When I interviewed him in 2007 for my book, Jim Hunt: A Biography, he talked about the meeting:
“I listened to them politely, but the whole time I was thinking this is not what we need. But they gave me the idea that something ought to be done; we ought not let that land just sit there.”
He knew N.C. State needed more land to handle its growth.
“I had my head into this whole idea of new technologies, knowing what was happening to our traditional industries. Where are the jobs of the future going to be? … I knew we had to put our emphasis on research and development and science and technology….
“The minute those people walked out of the office, I thought, I know what we ought to do with that land. We ought to use this for a big research campus for North Carolina State University. (It was) one of those lightbulb moments….
“You just don’t get a piece of land like that at a great research university very often. You needed to have a place where we could expand into the research areas and science, a place high-tech industries could literally come and build next door to the campus. I wanted the scientists in the companies to park in the parking next to the scientists from N.C. State. I wanted them to have lunch together and have that cross-fertilization of ideas.”

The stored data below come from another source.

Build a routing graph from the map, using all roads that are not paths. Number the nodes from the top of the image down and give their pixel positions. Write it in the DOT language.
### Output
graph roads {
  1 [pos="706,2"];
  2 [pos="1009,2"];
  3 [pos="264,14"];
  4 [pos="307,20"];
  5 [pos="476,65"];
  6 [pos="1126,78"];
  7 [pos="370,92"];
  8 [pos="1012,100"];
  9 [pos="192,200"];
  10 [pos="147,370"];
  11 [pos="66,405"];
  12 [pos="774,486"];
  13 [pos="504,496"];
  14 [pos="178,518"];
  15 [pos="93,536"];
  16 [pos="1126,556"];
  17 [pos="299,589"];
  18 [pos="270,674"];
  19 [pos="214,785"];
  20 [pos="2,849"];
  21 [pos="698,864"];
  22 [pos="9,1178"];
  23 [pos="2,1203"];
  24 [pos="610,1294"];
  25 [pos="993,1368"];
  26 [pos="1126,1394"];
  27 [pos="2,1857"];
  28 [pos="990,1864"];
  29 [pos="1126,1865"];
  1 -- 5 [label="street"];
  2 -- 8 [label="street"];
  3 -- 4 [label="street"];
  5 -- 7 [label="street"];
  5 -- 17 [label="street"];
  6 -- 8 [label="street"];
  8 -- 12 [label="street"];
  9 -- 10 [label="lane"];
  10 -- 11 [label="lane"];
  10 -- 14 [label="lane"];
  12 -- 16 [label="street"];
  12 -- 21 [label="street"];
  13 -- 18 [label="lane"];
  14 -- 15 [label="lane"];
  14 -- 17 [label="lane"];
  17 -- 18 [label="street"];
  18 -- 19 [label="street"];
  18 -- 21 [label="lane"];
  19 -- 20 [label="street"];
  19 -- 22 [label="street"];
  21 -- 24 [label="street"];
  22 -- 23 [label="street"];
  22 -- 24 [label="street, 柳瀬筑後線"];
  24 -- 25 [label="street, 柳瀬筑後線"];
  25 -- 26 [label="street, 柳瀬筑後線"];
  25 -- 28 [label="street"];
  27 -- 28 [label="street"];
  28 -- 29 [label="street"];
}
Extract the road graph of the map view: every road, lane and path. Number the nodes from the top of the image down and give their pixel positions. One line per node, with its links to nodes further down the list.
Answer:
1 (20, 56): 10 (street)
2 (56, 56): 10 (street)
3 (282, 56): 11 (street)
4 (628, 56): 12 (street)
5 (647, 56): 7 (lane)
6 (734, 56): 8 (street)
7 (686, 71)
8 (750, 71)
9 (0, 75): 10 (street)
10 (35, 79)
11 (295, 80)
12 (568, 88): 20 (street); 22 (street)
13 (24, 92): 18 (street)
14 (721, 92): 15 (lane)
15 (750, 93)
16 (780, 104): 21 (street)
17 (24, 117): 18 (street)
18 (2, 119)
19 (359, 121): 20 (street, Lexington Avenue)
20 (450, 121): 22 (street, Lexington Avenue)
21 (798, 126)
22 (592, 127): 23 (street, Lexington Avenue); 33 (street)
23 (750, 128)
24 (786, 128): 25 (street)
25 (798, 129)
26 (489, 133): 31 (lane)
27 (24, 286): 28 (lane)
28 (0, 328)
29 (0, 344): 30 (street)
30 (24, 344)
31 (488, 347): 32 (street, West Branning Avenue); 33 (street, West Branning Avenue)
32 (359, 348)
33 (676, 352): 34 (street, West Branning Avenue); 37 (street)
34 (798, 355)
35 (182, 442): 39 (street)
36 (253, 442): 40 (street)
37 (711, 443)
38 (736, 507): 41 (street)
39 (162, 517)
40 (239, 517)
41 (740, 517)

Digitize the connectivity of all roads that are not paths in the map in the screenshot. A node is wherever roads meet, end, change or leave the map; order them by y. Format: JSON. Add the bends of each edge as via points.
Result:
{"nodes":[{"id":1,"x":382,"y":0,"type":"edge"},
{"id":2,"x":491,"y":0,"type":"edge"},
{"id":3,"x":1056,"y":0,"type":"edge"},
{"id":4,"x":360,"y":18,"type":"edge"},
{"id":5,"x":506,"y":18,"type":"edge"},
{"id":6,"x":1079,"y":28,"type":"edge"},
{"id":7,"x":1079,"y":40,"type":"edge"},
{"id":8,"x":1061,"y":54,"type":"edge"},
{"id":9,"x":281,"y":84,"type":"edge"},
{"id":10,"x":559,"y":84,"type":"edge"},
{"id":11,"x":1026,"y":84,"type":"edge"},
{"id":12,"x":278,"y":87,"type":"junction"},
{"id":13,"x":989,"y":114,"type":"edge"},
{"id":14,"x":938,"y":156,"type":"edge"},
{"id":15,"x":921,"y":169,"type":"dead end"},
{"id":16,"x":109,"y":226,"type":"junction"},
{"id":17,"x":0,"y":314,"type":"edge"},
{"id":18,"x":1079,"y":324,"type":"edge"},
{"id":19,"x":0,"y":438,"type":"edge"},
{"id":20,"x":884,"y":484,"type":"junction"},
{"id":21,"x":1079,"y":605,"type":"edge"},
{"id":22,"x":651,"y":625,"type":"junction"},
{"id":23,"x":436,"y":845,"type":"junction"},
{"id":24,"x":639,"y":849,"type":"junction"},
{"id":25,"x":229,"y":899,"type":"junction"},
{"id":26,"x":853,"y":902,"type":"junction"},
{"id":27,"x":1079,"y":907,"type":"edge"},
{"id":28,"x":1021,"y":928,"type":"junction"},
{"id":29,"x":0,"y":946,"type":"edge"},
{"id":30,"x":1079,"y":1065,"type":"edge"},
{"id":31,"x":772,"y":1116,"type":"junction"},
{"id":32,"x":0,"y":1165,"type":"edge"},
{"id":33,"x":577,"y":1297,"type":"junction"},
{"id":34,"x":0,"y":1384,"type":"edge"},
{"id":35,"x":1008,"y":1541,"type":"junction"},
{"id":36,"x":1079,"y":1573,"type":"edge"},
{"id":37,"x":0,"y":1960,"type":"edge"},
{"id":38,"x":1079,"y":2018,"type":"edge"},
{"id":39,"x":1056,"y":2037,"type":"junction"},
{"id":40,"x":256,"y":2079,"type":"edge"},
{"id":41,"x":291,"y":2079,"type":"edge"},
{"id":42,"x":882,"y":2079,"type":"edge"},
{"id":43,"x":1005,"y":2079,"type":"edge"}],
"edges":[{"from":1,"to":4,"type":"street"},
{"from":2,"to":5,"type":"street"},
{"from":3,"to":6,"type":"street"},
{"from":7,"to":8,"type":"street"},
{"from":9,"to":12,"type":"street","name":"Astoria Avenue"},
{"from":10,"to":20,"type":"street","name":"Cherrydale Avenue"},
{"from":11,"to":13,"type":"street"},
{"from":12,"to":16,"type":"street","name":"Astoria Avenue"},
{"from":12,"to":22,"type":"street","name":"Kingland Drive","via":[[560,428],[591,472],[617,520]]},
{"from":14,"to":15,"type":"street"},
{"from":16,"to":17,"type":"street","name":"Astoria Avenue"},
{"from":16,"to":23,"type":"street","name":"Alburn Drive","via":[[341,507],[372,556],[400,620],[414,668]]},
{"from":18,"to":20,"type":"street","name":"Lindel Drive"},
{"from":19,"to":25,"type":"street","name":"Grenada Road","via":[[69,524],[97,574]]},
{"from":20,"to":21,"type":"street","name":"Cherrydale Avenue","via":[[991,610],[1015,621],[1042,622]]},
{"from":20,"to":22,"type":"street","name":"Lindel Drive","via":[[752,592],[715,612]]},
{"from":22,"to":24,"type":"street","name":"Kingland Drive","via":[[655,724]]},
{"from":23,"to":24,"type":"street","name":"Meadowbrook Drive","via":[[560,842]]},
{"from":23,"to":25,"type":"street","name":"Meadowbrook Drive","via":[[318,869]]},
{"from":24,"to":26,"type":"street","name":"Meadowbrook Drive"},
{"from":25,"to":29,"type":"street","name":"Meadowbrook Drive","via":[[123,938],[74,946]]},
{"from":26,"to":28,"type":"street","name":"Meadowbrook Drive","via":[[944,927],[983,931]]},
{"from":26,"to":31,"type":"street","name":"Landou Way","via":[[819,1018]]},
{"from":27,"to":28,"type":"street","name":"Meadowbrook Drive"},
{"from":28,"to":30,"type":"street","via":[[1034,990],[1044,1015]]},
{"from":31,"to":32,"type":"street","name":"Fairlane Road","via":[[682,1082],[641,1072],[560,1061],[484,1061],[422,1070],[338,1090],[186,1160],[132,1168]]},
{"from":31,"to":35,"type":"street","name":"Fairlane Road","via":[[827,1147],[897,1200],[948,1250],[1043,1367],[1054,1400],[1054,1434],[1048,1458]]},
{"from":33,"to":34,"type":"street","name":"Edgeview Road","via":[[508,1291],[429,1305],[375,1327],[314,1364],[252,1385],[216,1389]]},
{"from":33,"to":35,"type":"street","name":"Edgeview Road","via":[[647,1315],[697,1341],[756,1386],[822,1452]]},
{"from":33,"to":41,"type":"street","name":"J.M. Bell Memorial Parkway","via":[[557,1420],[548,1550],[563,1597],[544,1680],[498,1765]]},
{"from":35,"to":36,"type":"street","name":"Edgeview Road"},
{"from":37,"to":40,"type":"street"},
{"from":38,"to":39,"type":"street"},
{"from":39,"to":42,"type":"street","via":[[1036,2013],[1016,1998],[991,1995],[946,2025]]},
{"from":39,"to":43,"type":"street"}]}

Hunt spent much of December making it happen. He made an initial gift of 335 acres. He teed up the Council of State and incoming Governor Jim Martin to add thousands more acres.
I was still reeling from the Helms race, so I didn’t do a good job of presenting and explaining the idea to the press. The News & Observer wrote editorials raising questions and cautions about such a giant step.
Time and events resolved those concerns.
Today, I drive by Centennial Campus and remember Hunt’s bright idea cutting through those gloomy December days 40 years ago.
It’s only right that the most spectacular building on the campus is the James B. Hunt, Jr. Library, which Time called “the library of the future” in 2020.
Centennial Campus is a testament to how an active, forward-looking leader can shape the future.
It’s a lesson for anyone in – or interested in – politics and public life: You can make the world a better place, even in the worst of times.